START Exercise input

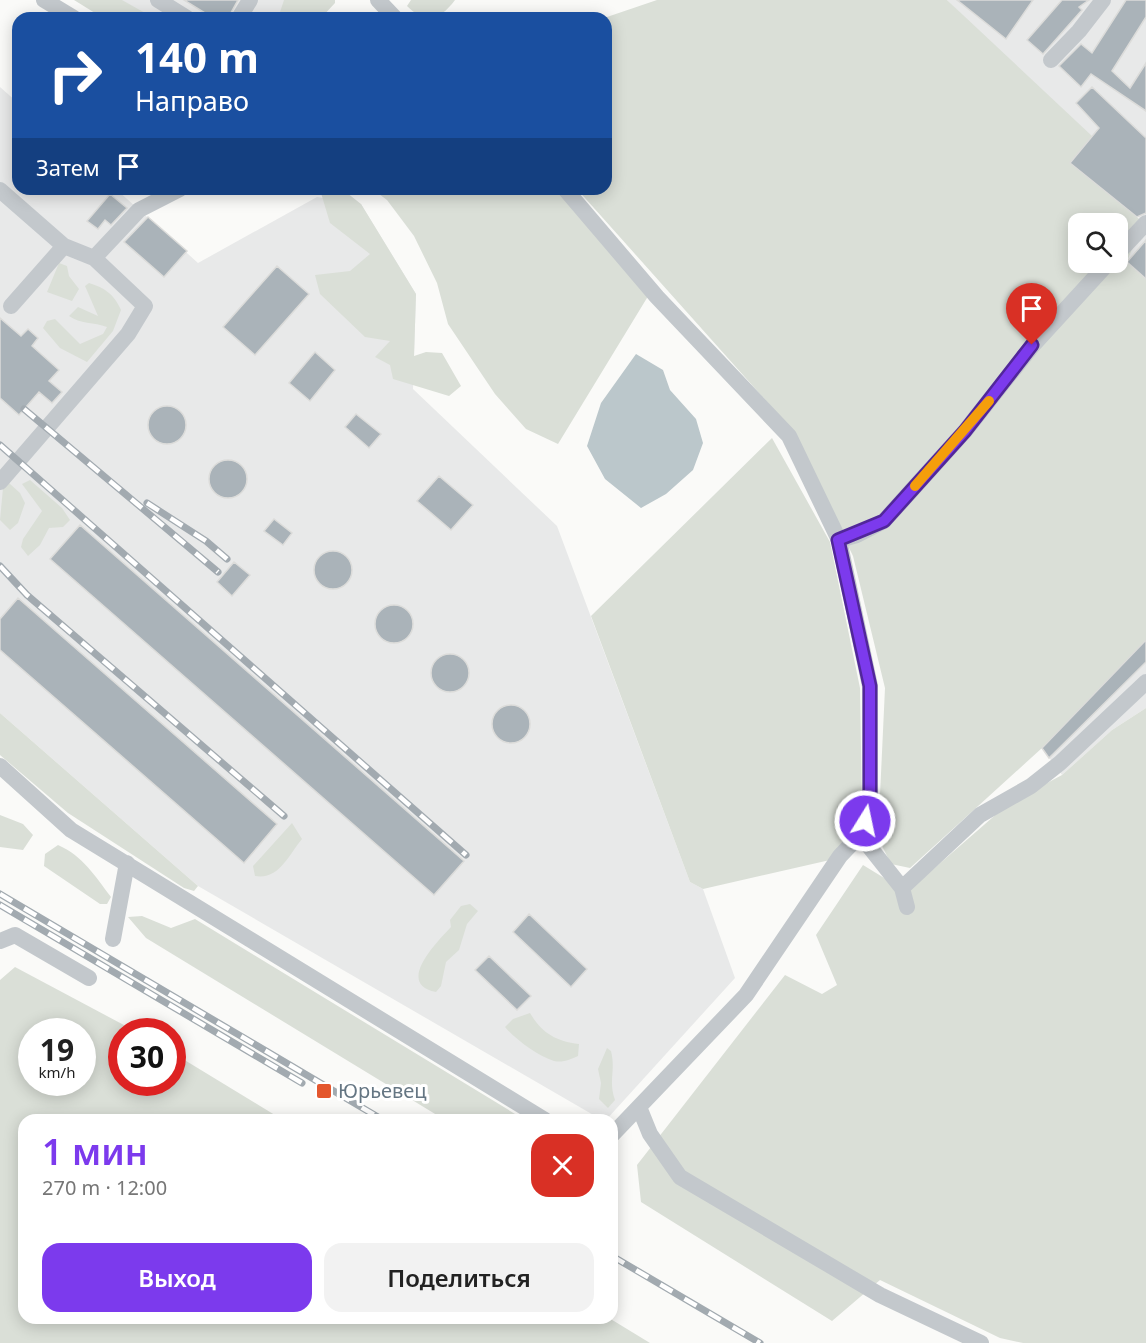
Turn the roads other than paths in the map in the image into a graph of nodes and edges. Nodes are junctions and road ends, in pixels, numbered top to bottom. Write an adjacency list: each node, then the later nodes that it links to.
1 (44, 0): 4 (street)
2 (158, 0): 5 (street)
3 (1102, 0): 6 (street)
4 (64, 12)
5 (177, 12)
6 (1051, 60)
7 (0, 190): 12 (street)
8 (168, 195): 13 (street)
9 (570, 195): 17 (street)
10 (1146, 224): 11 (street)
11 (1128, 243)
12 (64, 246): 13 (street); 15 (street)
13 (94, 258): 16 (street)
14 (1099, 273): 17 (street)
15 (11, 306)
16 (0, 482)
17 (838, 540): 20 (street)
18 (1146, 682): 22 (street)
19 (0, 766): 21 (street)
20 (860, 836): 22 (street); 27 (street)
21 (127, 863): 24 (street); 28 (street)
22 (902, 888): 23 (street)
23 (907, 907)
24 (113, 939)
25 (0, 941): 26 (street)
26 (88, 978)
27 (639, 1107): 29 (street); 30 (street)
28 (535, 1114)
29 (618, 1129)
30 (981, 1343)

END Exercise input

What is needed.
Retype each line above exactly and leave out any picture.

Answer.
Turn the roads other than paths in the map in the image into a graph of nodes and edges. Nodes are junctions and road ends, in pixels, numbered top to bottom. Write an adjacency list: each node, then the later nodes that it links to.
1 (44, 0): 4 (street)
2 (158, 0): 5 (street)
3 (1102, 0): 6 (street)
4 (64, 12)
5 (177, 12)
6 (1051, 60)
7 (0, 190): 12 (street)
8 (168, 195): 13 (street)
9 (570, 195): 17 (street)
10 (1146, 224): 11 (street)
11 (1128, 243)
12 (64, 246): 13 (street); 15 (street)
13 (94, 258): 16 (street)
14 (1099, 273): 17 (street)
15 (11, 306)
16 (0, 482)
17 (838, 540): 20 (street)
18 (1146, 682): 22 (street)
19 (0, 766): 21 (street)
20 (860, 836): 22 (street); 27 (street)
21 (127, 863): 24 (street); 28 (street)
22 (902, 888): 23 (street)
23 (907, 907)
24 (113, 939)
25 (0, 941): 26 (street)
26 (88, 978)
27 (639, 1107): 29 (street); 30 (street)
28 (535, 1114)
29 (618, 1129)
30 (981, 1343)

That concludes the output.